Removal/Disconnection of malfunctioning one half of the brain is known as hemispherectomy/hemispherotomy. McKenzi is credited to perform the first hemispherectomy to treat intractable epilepsy on an adult patient in 1938 with excellent results. The procedure gained popularity in the following decades with excellent results and acceptable mortality rates.
Rasmussen suggested modifications by removing only certain portions and disconnecting the remaining cortex, which was left in situ. The goal was to reduce the subdural cavity, thus reducing the risk of hemorrhages. Various modifications have been suggested aimed at preservation of the cortex with disconnection, hence reducing the risk of complications.
The typical applicants are patients with stubborn epilepsy due to autonomous hemispheric cerebral pathology. These include congenital malformations such as Sturge-Weber syndrome, Hemimegalencephaly, diffuse cortical dysplasia or acquired lesions such as Rasmussen encephlalitis. However, the most common pathology is perinatal infarct.
At Jaslok hospital, detailed clinical evaluation with documentation of hemiparesis and hemianopsiaperformed. Bilateral pathology or deficits predicts poor seizure-free outcome. Detailed imaging and electrophysiology will help predict the outcome. In certain cases where bilateral pathology is noted, improvement may still be noted in patients who undergo the procedure on the worst side.
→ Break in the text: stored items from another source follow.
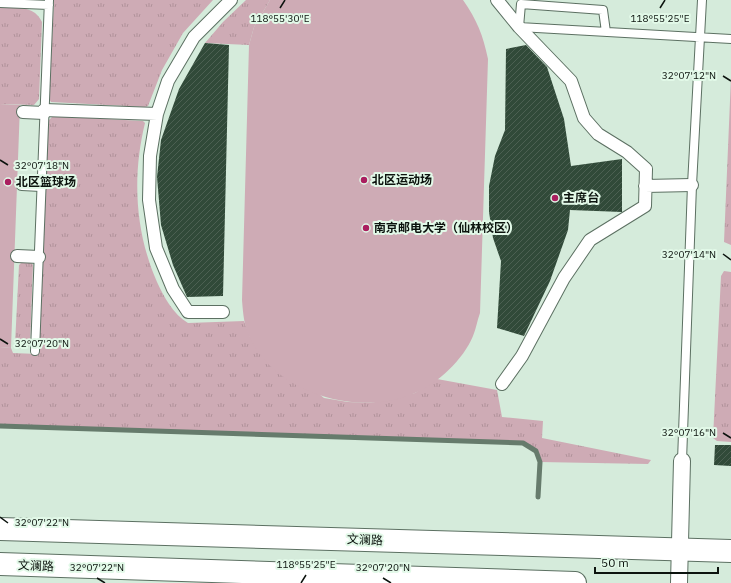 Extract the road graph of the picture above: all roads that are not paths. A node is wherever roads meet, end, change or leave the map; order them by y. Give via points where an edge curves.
1 (231, 0) edge
2 (497, 0) edge
3 (702, 0) edge
4 (0, 3) edge
5 (49, 3) edge
6 (519, 27) junction
7 (606, 32) junction
8 (700, 37) junction
9 (731, 38) edge
10 (23, 112) dead end
11 (44, 112) junction
12 (157, 114) junction
13 (22, 184) dead end
14 (41, 185) junction
15 (692, 185) junction
16 (645, 186) junction
17 (17, 256) dead end
18 (39, 257) junction
19 (223, 312) dead end
20 (35, 351) dead end
21 (502, 384) dead end
22 (682, 461) joint
23 (0, 529) edge
24 (680, 551) junction
25 (731, 551) edge
26 (0, 564) edge
27 (575, 583) edge
28 (679, 583) edge

1 - 12 street via 194,37 168,81
2 - 6 street
3 - 8 lane
4 - 5 lane
5 - 11 lane
6 - 7 lane
6 - 7 lane via 521,4 603,10
6 - 16 street via 572,81 584,118 598,134 627,152 646,169
7 - 8 lane
8 - 9 lane
8 - 15 lane
10 - 11 street
11 - 12 street
11 - 14 lane
12 - 19 street via 150,156 149,200 156,248 173,289 188,312
13 - 14 street
14 - 18 lane
15 - 16 street
15 - 22 lane
16 - 21 street via 645,206 590,240 564,278 522,356
17 - 18 street
18 - 20 lane
22 - 24 street
23 - 24 main road, 文澜路
24 - 25 main road, 文澜路
24 - 28 street
26 - 27 main road, 文澜路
From the standpoint of producing a neurologic deficit, it is often already achieved by the disease process. In a progressive condition, such as progressive chronic encephalitis (Rasmussen’s), extensive Sturge-Weber syndrome and infantile spasms, in which continued clinical deterioration leading to a maximum contralateral neurological deficit is expected, early hemispherectomy may cause an acute worsening of the neurological deficit, but not worse than that to be produced by the disease process. The improved seizure control and psychosocial improvement following successful surgery outweigh the poor prognosis associated with the natural history of these disease processes, which are progressive and uniformly refractory to medical therapy.
Timing of Epilepsy Surgery
If proof of unilateral hemispheric damage is found, then the timing is determined by the severity and the age of the patient. Hemispheric procedure in the second or third year of life does not carry any risk of increased deficit and hence ideal for patients who come at early stages for diagnosis and evaluation. In late onset cases such as Rasmussen’s encephalitis, timing is controversial; as language and motor function transfer is less likely in older children. Evidence is accumulating that seizures themselves as opposed to the pathological substrate may significantly delay the cognitive development. Timing of surgery, to a great extent, depends on the severity of the epilepsy, natural history of the disease, adequacy of therapeutic medical trial. In certain conditions which are inborn, such as hemimegalencephaly and diffuse cortical dysplasia, very early surgery may be optimal.
The surgical techniques of hemispherectomy have been historically classified into two main categories: the classic ‘anatomic hemispherectomy’ with its variations and the functional hemispherectomy. The anatomic hemispherectomy has had multiple modifications to decrease the complication rate, more specifically from superficial cerebral hemosiderosis and hydrocephalus. The functional hemispherectomy, initially described by Rasmussen and more recently modified by Villemure, minimizes the resection of tissue and has been shown to likewise further reduce the long-term complications.
The anatomic hemispherectomy simply consists of the removal of the cerebral hemisphere without the basal ganglia. The procedure may be done either en bloc or in multiple lobectomies, depending on the surgeon’s preference. Complications encountered following this method of hemispherectomy have led many centres to abandon it in its original form and have attempted multiple modifications.
‘Functional hemispherectomy’ is more widely used presently and consists of an anatomically subtotal, but physiologically complete, hemispherectomy. The operation is based on principles of disconnection rather than excision. The originally described method requires the excision of the central frontoparietal cortex, including the parasagittal tissue from the level corresponding to the genu of the corpus callosum to the splenium; a temporal lobectomy with an excision of amygdala and hippocampus; disconnection of the residual frontal and parieto-occipital lobes medially; a corpus callosotomy and an insulectomy.
A frequent postoperative complication following hemispherectomies is persistently elevated systemic temperature for 8-12 days postoperatively, which is likely to be secondary to the blood products entering the CSF. Early postoperative brain shift, with herniation and death, has been reported following anatomic hemispherectomy. Hydrocephalus in the early postoperative period, not related to superficial cerebral hemosiderosis has been reported in 7.5-10.5% of patients.
Late postoperative complications include infections and spontaneous and posttraumatic hemorrhages. The hemispherectomy-associated mortality was reported in a range between 1 and 6.6% however; in the recent series, this is closer to the lower end. Mortality is usually related to uncontrollable intraoperative blood loss and with the development of obstructive hydrocephalus.
At the Jaslok Hospital, we perform hemispherotomy in all patients with hemispheric dysfunction. In a carefully selected patient population, the seizure freedom has been almost 100%. We have had no operative or perioperative deaths. There has not been a single case of postoperative increase in the neurological deficit.